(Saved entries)
◆ ◆ ◆
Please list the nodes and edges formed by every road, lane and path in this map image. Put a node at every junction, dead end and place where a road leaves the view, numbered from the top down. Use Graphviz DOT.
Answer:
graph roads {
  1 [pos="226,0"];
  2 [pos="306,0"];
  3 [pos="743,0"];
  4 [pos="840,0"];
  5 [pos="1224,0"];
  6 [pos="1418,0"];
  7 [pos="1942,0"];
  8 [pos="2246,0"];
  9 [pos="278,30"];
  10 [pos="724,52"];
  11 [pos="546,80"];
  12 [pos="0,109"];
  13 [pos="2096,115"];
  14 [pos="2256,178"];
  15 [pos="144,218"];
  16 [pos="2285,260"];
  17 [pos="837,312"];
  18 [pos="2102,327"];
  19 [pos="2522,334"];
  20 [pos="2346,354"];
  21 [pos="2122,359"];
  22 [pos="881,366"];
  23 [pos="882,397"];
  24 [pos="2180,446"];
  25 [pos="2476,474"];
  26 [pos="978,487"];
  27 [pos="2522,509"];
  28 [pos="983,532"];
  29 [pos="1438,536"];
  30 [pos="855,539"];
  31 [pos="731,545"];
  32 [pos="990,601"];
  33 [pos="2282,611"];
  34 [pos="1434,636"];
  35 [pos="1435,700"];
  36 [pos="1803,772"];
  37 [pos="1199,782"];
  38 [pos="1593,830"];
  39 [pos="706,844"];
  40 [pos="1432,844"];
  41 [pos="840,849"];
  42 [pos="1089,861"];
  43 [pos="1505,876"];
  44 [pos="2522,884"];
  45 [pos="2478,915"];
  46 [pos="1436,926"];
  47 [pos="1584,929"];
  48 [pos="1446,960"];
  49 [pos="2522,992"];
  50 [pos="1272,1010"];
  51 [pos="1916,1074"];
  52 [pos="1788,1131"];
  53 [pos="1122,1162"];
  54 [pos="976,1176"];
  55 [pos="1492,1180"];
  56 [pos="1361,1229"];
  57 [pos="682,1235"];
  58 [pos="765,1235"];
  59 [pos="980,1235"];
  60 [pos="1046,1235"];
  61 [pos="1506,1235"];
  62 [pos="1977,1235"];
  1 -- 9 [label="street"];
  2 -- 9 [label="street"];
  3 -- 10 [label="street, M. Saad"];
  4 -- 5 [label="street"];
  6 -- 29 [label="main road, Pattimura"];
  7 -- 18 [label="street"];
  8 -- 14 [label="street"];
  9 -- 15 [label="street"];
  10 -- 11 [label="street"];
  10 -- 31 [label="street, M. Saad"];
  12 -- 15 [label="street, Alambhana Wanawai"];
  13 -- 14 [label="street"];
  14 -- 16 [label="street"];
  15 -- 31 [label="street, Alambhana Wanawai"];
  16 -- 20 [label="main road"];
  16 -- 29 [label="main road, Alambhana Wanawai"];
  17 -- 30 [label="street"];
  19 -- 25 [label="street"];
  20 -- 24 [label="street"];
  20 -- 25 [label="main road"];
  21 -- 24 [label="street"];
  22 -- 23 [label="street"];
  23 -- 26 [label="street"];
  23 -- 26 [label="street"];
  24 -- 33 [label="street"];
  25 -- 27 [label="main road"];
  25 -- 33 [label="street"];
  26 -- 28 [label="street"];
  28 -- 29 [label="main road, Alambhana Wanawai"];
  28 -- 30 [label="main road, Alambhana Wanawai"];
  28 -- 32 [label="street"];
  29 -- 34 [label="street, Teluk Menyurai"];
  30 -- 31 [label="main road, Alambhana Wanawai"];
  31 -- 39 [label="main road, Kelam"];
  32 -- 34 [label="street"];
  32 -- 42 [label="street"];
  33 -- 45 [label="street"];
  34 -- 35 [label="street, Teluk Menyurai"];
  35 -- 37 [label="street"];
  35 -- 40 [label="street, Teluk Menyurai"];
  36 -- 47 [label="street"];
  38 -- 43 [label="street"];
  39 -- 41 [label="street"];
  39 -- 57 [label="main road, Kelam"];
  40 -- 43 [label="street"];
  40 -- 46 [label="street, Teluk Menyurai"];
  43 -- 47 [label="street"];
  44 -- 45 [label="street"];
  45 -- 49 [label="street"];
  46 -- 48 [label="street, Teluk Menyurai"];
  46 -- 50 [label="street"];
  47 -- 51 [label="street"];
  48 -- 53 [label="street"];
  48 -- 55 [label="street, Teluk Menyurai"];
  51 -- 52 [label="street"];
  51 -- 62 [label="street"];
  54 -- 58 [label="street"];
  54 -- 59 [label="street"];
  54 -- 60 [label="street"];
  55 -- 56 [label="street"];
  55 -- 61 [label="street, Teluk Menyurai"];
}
◆ ◆ ◆
◆ Activity:
Check each line above for the string "Kelam" and show the ones that have it.

◆ Exercise response:
  31 -- 39 [label="main road, Kelam"];
  39 -- 57 [label="main road, Kelam"];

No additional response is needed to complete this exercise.